▸ WORK TO COMPLETE
Would you output all the entries below without altering a word?

== Segment start ==

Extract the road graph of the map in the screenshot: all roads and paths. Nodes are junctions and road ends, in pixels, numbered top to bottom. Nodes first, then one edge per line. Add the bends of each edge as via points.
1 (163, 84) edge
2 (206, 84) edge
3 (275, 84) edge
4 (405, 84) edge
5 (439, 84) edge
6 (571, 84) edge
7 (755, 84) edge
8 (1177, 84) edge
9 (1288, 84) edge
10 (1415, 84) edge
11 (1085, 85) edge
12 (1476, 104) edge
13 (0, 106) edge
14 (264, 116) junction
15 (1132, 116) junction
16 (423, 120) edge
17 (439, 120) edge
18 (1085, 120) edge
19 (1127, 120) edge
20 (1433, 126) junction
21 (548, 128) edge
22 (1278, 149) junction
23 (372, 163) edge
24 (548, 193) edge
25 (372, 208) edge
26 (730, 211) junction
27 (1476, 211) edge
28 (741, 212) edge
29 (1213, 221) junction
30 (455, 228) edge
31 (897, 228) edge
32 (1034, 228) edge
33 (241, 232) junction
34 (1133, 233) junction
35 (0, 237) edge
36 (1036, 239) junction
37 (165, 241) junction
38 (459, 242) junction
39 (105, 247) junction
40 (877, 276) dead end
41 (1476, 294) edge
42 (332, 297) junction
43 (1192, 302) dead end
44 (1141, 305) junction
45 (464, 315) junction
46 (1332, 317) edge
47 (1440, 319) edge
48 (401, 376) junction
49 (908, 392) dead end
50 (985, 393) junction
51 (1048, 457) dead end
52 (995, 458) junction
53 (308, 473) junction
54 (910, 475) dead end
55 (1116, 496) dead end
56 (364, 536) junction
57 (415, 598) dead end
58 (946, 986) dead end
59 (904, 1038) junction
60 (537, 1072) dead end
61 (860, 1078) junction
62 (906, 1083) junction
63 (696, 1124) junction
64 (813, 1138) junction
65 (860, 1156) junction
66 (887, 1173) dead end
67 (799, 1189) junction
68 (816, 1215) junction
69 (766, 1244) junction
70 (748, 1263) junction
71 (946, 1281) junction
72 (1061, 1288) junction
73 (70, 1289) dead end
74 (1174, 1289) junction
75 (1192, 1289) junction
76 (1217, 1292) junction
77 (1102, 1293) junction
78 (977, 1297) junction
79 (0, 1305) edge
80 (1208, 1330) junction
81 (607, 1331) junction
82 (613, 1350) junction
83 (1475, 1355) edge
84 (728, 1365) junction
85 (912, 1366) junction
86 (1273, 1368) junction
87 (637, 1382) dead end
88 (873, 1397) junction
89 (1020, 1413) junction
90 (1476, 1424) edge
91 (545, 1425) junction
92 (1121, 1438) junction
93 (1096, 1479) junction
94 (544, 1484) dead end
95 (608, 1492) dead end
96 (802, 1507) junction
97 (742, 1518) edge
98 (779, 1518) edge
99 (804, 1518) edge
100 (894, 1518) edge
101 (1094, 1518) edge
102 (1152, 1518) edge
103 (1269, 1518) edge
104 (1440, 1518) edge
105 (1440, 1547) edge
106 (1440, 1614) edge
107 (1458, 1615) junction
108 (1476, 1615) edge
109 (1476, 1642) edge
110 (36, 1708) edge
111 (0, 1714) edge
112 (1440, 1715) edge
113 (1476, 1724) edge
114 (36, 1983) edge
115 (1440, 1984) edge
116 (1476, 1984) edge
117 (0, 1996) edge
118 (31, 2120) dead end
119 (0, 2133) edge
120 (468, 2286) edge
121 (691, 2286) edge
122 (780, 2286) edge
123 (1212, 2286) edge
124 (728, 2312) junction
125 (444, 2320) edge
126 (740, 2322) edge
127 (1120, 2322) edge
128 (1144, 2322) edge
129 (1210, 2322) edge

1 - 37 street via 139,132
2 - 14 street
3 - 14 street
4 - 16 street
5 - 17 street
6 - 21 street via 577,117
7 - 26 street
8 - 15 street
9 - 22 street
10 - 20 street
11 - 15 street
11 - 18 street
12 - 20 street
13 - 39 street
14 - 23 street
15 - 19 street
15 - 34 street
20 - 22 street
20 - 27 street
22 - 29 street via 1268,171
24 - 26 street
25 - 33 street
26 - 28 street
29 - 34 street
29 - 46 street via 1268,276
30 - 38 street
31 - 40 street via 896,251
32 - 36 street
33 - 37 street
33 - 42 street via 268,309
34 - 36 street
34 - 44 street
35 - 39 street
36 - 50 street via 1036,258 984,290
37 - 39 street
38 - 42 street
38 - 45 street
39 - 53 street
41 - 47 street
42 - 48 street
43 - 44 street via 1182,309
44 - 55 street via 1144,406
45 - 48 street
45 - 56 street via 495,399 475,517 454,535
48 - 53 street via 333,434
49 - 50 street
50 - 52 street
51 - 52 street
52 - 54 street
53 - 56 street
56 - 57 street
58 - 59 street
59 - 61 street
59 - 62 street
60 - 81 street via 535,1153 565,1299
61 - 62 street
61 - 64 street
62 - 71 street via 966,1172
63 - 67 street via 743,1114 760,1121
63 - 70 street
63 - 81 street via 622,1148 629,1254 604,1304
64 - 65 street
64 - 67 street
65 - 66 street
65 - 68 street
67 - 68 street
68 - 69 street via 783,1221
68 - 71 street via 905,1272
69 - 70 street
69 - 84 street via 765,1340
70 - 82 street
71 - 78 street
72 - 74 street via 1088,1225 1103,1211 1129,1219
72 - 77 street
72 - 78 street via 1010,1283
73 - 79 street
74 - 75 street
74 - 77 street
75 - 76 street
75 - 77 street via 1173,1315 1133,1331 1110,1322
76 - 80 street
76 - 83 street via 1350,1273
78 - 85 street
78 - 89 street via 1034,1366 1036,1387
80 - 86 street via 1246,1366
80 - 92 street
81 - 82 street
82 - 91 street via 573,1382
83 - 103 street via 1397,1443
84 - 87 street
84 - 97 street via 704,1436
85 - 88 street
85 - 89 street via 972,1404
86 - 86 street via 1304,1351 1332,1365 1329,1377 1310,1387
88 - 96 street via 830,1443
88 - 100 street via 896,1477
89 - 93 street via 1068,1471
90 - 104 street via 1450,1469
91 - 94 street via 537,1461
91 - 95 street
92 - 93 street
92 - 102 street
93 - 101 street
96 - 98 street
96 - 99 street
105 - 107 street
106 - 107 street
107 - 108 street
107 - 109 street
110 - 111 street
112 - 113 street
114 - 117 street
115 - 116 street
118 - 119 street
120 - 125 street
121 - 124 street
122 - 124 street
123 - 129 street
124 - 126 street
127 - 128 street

== Segment end ==

▸ ANSWER SECTION
Extract the road graph of the map in the screenshot: all roads and paths. Nodes are junctions and road ends, in pixels, numbered top to bottom. Nodes first, then one edge per line. Add the bends of each edge as via points.
1 (163, 84) edge
2 (206, 84) edge
3 (275, 84) edge
4 (405, 84) edge
5 (439, 84) edge
6 (571, 84) edge
7 (755, 84) edge
8 (1177, 84) edge
9 (1288, 84) edge
10 (1415, 84) edge
11 (1085, 85) edge
12 (1476, 104) edge
13 (0, 106) edge
14 (264, 116) junction
15 (1132, 116) junction
16 (423, 120) edge
17 (439, 120) edge
18 (1085, 120) edge
19 (1127, 120) edge
20 (1433, 126) junction
21 (548, 128) edge
22 (1278, 149) junction
23 (372, 163) edge
24 (548, 193) edge
25 (372, 208) edge
26 (730, 211) junction
27 (1476, 211) edge
28 (741, 212) edge
29 (1213, 221) junction
30 (455, 228) edge
31 (897, 228) edge
32 (1034, 228) edge
33 (241, 232) junction
34 (1133, 233) junction
35 (0, 237) edge
36 (1036, 239) junction
37 (165, 241) junction
38 (459, 242) junction
39 (105, 247) junction
40 (877, 276) dead end
41 (1476, 294) edge
42 (332, 297) junction
43 (1192, 302) dead end
44 (1141, 305) junction
45 (464, 315) junction
46 (1332, 317) edge
47 (1440, 319) edge
48 (401, 376) junction
49 (908, 392) dead end
50 (985, 393) junction
51 (1048, 457) dead end
52 (995, 458) junction
53 (308, 473) junction
54 (910, 475) dead end
55 (1116, 496) dead end
56 (364, 536) junction
57 (415, 598) dead end
58 (946, 986) dead end
59 (904, 1038) junction
60 (537, 1072) dead end
61 (860, 1078) junction
62 (906, 1083) junction
63 (696, 1124) junction
64 (813, 1138) junction
65 (860, 1156) junction
66 (887, 1173) dead end
67 (799, 1189) junction
68 (816, 1215) junction
69 (766, 1244) junction
70 (748, 1263) junction
71 (946, 1281) junction
72 (1061, 1288) junction
73 (70, 1289) dead end
74 (1174, 1289) junction
75 (1192, 1289) junction
76 (1217, 1292) junction
77 (1102, 1293) junction
78 (977, 1297) junction
79 (0, 1305) edge
80 (1208, 1330) junction
81 (607, 1331) junction
82 (613, 1350) junction
83 (1475, 1355) edge
84 (728, 1365) junction
85 (912, 1366) junction
86 (1273, 1368) junction
87 (637, 1382) dead end
88 (873, 1397) junction
89 (1020, 1413) junction
90 (1476, 1424) edge
91 (545, 1425) junction
92 (1121, 1438) junction
93 (1096, 1479) junction
94 (544, 1484) dead end
95 (608, 1492) dead end
96 (802, 1507) junction
97 (742, 1518) edge
98 (779, 1518) edge
99 (804, 1518) edge
100 (894, 1518) edge
101 (1094, 1518) edge
102 (1152, 1518) edge
103 (1269, 1518) edge
104 (1440, 1518) edge
105 (1440, 1547) edge
106 (1440, 1614) edge
107 (1458, 1615) junction
108 (1476, 1615) edge
109 (1476, 1642) edge
110 (36, 1708) edge
111 (0, 1714) edge
112 (1440, 1715) edge
113 (1476, 1724) edge
114 (36, 1983) edge
115 (1440, 1984) edge
116 (1476, 1984) edge
117 (0, 1996) edge
118 (31, 2120) dead end
119 (0, 2133) edge
120 (468, 2286) edge
121 (691, 2286) edge
122 (780, 2286) edge
123 (1212, 2286) edge
124 (728, 2312) junction
125 (444, 2320) edge
126 (740, 2322) edge
127 (1120, 2322) edge
128 (1144, 2322) edge
129 (1210, 2322) edge

1 - 37 street via 139,132
2 - 14 street
3 - 14 street
4 - 16 street
5 - 17 street
6 - 21 street via 577,117
7 - 26 street
8 - 15 street
9 - 22 street
10 - 20 street
11 - 15 street
11 - 18 street
12 - 20 street
13 - 39 street
14 - 23 street
15 - 19 street
15 - 34 street
20 - 22 street
20 - 27 street
22 - 29 street via 1268,171
24 - 26 street
25 - 33 street
26 - 28 street
29 - 34 street
29 - 46 street via 1268,276
30 - 38 street
31 - 40 street via 896,251
32 - 36 street
33 - 37 street
33 - 42 street via 268,309
34 - 36 street
34 - 44 street
35 - 39 street
36 - 50 street via 1036,258 984,290
37 - 39 street
38 - 42 street
38 - 45 street
39 - 53 street
41 - 47 street
42 - 48 street
43 - 44 street via 1182,309
44 - 55 street via 1144,406
45 - 48 street
45 - 56 street via 495,399 475,517 454,535
48 - 53 street via 333,434
49 - 50 street
50 - 52 street
51 - 52 street
52 - 54 street
53 - 56 street
56 - 57 street
58 - 59 street
59 - 61 street
59 - 62 street
60 - 81 street via 535,1153 565,1299
61 - 62 street
61 - 64 street
62 - 71 street via 966,1172
63 - 67 street via 743,1114 760,1121
63 - 70 street
63 - 81 street via 622,1148 629,1254 604,1304
64 - 65 street
64 - 67 street
65 - 66 street
65 - 68 street
67 - 68 street
68 - 69 street via 783,1221
68 - 71 street via 905,1272
69 - 70 street
69 - 84 street via 765,1340
70 - 82 street
71 - 78 street
72 - 74 street via 1088,1225 1103,1211 1129,1219
72 - 77 street
72 - 78 street via 1010,1283
73 - 79 street
74 - 75 street
74 - 77 street
75 - 76 street
75 - 77 street via 1173,1315 1133,1331 1110,1322
76 - 80 street
76 - 83 street via 1350,1273
78 - 85 street
78 - 89 street via 1034,1366 1036,1387
80 - 86 street via 1246,1366
80 - 92 street
81 - 82 street
82 - 91 street via 573,1382
83 - 103 street via 1397,1443
84 - 87 street
84 - 97 street via 704,1436
85 - 88 street
85 - 89 street via 972,1404
86 - 86 street via 1304,1351 1332,1365 1329,1377 1310,1387
88 - 96 street via 830,1443
88 - 100 street via 896,1477
89 - 93 street via 1068,1471
90 - 104 street via 1450,1469
91 - 94 street via 537,1461
91 - 95 street
92 - 93 street
92 - 102 street
93 - 101 street
96 - 98 street
96 - 99 street
105 - 107 street
106 - 107 street
107 - 108 street
107 - 109 street
110 - 111 street
112 - 113 street
114 - 117 street
115 - 116 street
118 - 119 street
120 - 125 street
121 - 124 street
122 - 124 street
123 - 129 street
124 - 126 street
127 - 128 street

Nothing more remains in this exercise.